Kidnapping the Kid is a 1914 American split-reel silent comedy film produced by the Lubin Manufacturing Company and starring Harry Lorraine, Billy Bowers, and Oliver Hardy.

==Plot==
Hans and Jake, two unsuccessful street musicians, decide to turn their hands to kidnapping. They abduct Willie, the oversize son of a millionaire, by offering him a ride in wheelbarrow. The plan to hold him for ransom, but Willie turns out to be spoiled and difficult to handle. He eventually catches a ride in a friend's car back to town, where his nurse, distracted by her boyfriend, never noticed that he was missing.

==Cast==
- Harry Lorraine as Hans
- Billy Bowers as Jake
- Oliver Hardy as Willie Gold (billed as Babe Hardy)

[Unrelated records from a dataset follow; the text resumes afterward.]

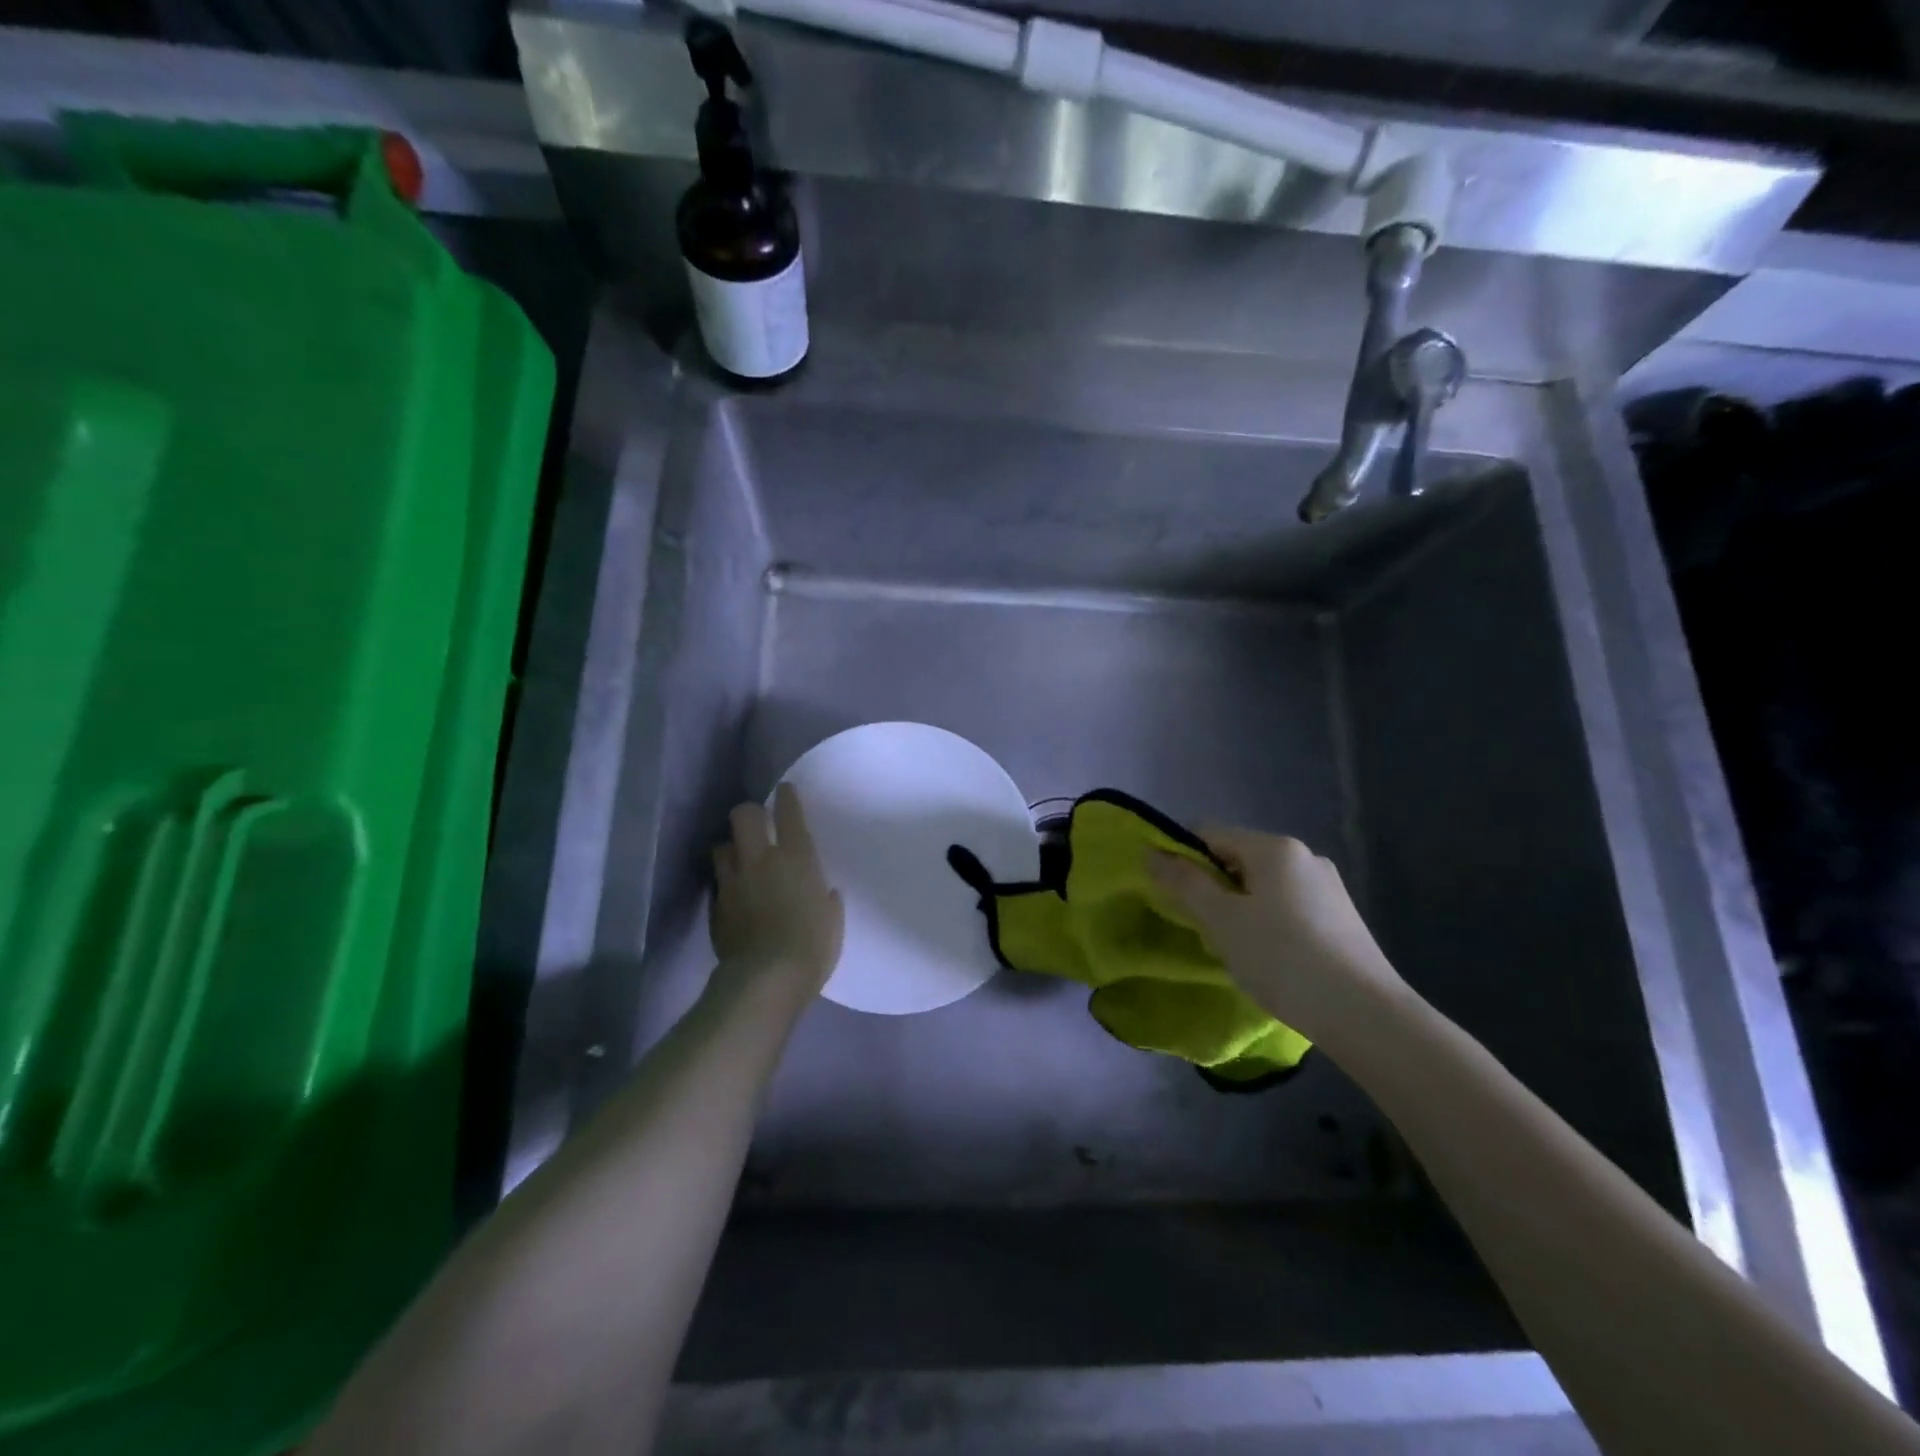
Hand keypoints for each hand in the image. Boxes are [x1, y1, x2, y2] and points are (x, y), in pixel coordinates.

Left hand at [710, 784, 844, 998]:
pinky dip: (726, 883)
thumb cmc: (812, 946)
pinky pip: (718, 882)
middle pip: (743, 815)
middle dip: (749, 814)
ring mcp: (733, 881)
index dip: (786, 797)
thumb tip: (824, 893)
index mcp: (797, 858)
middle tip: (756, 824)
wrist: (767, 978)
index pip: (788, 813)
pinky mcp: (716, 905)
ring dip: (732, 849)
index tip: (784, 791)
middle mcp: (761, 859)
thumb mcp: (832, 920)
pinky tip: (734, 895)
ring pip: (722, 846)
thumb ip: (826, 900)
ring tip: (740, 860)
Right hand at [1149, 827, 1408, 1047]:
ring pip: (1262, 885)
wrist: (1365, 1015)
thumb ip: (1185, 883)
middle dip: (1212, 888)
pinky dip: (1267, 922)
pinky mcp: (1341, 916)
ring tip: (1237, 950)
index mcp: (1274, 847)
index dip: (1181, 857)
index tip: (1172, 895)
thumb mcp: (1222, 920)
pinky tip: (1271, 959)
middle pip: (1237, 858)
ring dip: (1239, 909)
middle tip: (1204, 929)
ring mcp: (1328, 886)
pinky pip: (1288, 905)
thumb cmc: (1283, 958)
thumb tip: (1151, 852)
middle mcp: (1304, 856)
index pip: (1209, 833)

==Production and reception==
Kidnapping the Kid was written by Epes W. Sargent, directed by J. A. Murphy, and produced by Arthur Hotaling, the general supervisor of the Jacksonville, Florida unit of the Lubin Manufacturing Company of Philadelphia. It was a short split-reel comedy, lasting approximately five minutes and sharing a single reel of film with The Honor of the Force, an unrelated comedy starring C. W. Ritchie and Raymond McKee. The films were released by the General Film Company on November 7, 1914, and are among a group of short comedies made by the Lubin company in 1914 and early 1915 that include the earliest screen appearances of Oliver Hardy.

Most of the reviews in the trade papers focused specifically on Hardy's performance as the enormous kidnapped boy. The critic for Moving Picture World described the film as "a farce comedy written by Epes Winthrop Sargent, evidently to exploit Babe Hardy in the character of a young kid, who is kidnapped by a couple of curb stone musicians. They have an awful time and are eventually glad to get rid of him. J. A. Murphy has worked up the funny situations cleverly." The Bioscope called it "a brisk short comic, with Babe Hardy as the candy loving and ponderous juvenile. The two strolling players who essay the task of holding him up to ransom find themselves encumbered with a vigorous and hefty handful." Motion Picture News judged it "a good comedy" but Variety disagreed, dismissing it as "a melancholy split reel comedy. Not a laugh."